Dataset entries —

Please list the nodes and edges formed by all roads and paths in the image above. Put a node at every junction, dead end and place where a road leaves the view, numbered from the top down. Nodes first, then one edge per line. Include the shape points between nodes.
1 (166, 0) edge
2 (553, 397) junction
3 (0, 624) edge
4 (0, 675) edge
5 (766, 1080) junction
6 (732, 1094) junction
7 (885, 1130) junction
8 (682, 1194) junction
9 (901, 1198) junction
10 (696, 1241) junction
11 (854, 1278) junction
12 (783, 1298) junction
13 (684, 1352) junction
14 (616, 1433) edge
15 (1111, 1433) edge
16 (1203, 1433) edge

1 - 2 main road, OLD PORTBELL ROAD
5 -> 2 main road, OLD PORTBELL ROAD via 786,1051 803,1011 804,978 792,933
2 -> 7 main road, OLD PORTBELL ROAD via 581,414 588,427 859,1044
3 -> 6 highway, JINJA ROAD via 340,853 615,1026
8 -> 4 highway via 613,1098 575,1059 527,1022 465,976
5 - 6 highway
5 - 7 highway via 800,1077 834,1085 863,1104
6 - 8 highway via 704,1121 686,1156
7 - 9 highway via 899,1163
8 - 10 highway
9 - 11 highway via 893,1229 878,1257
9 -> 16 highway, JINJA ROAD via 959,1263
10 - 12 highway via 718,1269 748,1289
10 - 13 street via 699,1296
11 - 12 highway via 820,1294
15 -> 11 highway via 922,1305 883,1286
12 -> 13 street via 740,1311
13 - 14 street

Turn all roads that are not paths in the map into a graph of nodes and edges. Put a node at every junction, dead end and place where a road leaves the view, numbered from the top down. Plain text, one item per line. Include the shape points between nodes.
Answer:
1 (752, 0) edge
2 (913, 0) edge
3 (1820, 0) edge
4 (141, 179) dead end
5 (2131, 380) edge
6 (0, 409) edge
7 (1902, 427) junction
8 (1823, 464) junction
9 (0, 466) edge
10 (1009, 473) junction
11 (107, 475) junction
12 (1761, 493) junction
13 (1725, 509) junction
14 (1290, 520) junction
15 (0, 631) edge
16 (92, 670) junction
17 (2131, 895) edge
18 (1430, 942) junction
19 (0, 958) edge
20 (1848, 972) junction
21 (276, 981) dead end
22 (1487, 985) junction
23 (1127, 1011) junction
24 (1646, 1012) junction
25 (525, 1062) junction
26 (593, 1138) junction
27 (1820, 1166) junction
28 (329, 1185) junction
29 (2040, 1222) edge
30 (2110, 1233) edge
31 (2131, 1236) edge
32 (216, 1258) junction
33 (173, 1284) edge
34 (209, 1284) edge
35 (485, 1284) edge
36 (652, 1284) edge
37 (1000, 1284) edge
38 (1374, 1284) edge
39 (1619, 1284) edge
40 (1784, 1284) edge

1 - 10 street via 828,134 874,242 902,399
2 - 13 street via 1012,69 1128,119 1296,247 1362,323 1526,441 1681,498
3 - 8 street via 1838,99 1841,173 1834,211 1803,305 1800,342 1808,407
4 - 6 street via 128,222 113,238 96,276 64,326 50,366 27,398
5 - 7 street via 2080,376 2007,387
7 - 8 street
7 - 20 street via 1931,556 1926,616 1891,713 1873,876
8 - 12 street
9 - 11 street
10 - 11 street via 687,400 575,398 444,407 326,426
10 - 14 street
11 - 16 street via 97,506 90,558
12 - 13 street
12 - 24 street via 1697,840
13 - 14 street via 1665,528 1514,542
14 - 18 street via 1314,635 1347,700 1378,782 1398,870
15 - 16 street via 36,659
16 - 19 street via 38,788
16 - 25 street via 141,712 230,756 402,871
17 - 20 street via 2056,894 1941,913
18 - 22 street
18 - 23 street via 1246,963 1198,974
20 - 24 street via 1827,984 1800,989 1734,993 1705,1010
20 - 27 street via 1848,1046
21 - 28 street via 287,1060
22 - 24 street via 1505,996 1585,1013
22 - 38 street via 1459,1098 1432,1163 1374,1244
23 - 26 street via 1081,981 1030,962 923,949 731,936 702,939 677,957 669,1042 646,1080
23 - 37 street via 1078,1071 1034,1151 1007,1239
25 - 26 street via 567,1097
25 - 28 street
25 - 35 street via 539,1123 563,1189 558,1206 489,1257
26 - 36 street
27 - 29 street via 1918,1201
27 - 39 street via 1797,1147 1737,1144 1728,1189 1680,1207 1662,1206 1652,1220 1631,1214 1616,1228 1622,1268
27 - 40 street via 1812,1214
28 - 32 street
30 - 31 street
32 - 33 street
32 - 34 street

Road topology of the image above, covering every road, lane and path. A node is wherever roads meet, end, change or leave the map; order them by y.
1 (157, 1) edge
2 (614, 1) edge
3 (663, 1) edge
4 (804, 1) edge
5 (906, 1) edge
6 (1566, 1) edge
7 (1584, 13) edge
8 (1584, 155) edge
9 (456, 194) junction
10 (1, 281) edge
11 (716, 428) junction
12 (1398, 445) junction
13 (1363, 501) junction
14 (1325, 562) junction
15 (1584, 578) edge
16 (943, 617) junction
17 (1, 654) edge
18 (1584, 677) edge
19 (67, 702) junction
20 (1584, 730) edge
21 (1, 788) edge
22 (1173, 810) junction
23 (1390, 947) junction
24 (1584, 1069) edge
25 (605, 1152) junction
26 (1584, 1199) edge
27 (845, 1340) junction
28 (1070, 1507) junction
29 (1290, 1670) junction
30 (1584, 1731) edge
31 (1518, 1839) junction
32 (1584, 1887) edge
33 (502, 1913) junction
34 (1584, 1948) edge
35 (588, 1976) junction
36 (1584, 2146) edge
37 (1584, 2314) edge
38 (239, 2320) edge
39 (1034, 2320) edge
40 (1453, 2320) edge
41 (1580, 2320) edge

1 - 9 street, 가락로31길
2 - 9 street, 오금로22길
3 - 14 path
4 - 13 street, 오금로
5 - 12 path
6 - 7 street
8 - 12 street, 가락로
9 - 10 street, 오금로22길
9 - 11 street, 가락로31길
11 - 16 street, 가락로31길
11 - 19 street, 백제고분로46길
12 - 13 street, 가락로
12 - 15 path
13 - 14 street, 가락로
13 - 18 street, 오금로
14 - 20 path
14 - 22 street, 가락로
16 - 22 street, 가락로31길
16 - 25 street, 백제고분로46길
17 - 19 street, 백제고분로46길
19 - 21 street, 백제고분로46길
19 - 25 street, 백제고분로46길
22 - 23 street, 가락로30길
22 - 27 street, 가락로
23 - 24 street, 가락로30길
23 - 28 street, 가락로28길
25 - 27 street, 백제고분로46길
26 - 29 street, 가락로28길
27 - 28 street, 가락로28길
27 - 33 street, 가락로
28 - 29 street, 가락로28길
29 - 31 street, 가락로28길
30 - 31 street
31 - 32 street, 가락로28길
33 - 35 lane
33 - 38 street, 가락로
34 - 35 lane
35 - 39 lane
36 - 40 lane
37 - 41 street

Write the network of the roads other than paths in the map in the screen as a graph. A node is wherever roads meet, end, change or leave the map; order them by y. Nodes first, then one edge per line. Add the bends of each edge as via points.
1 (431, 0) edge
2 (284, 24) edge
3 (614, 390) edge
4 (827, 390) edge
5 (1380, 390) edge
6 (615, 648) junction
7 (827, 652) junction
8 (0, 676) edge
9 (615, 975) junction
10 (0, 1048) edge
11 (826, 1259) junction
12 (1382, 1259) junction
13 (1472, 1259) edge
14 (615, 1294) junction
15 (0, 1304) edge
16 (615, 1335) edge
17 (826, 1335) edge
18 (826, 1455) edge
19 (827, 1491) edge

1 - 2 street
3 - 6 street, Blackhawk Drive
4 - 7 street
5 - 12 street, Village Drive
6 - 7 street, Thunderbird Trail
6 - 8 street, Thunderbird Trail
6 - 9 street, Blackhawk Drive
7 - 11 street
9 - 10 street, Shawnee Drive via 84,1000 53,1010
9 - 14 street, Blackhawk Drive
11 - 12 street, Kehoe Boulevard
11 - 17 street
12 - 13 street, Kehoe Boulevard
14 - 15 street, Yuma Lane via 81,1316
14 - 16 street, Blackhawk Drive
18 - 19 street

TASK DETAILS — Only the number is wanted: how many lines in the data include the word "order"?

ANSWER SECTION — 2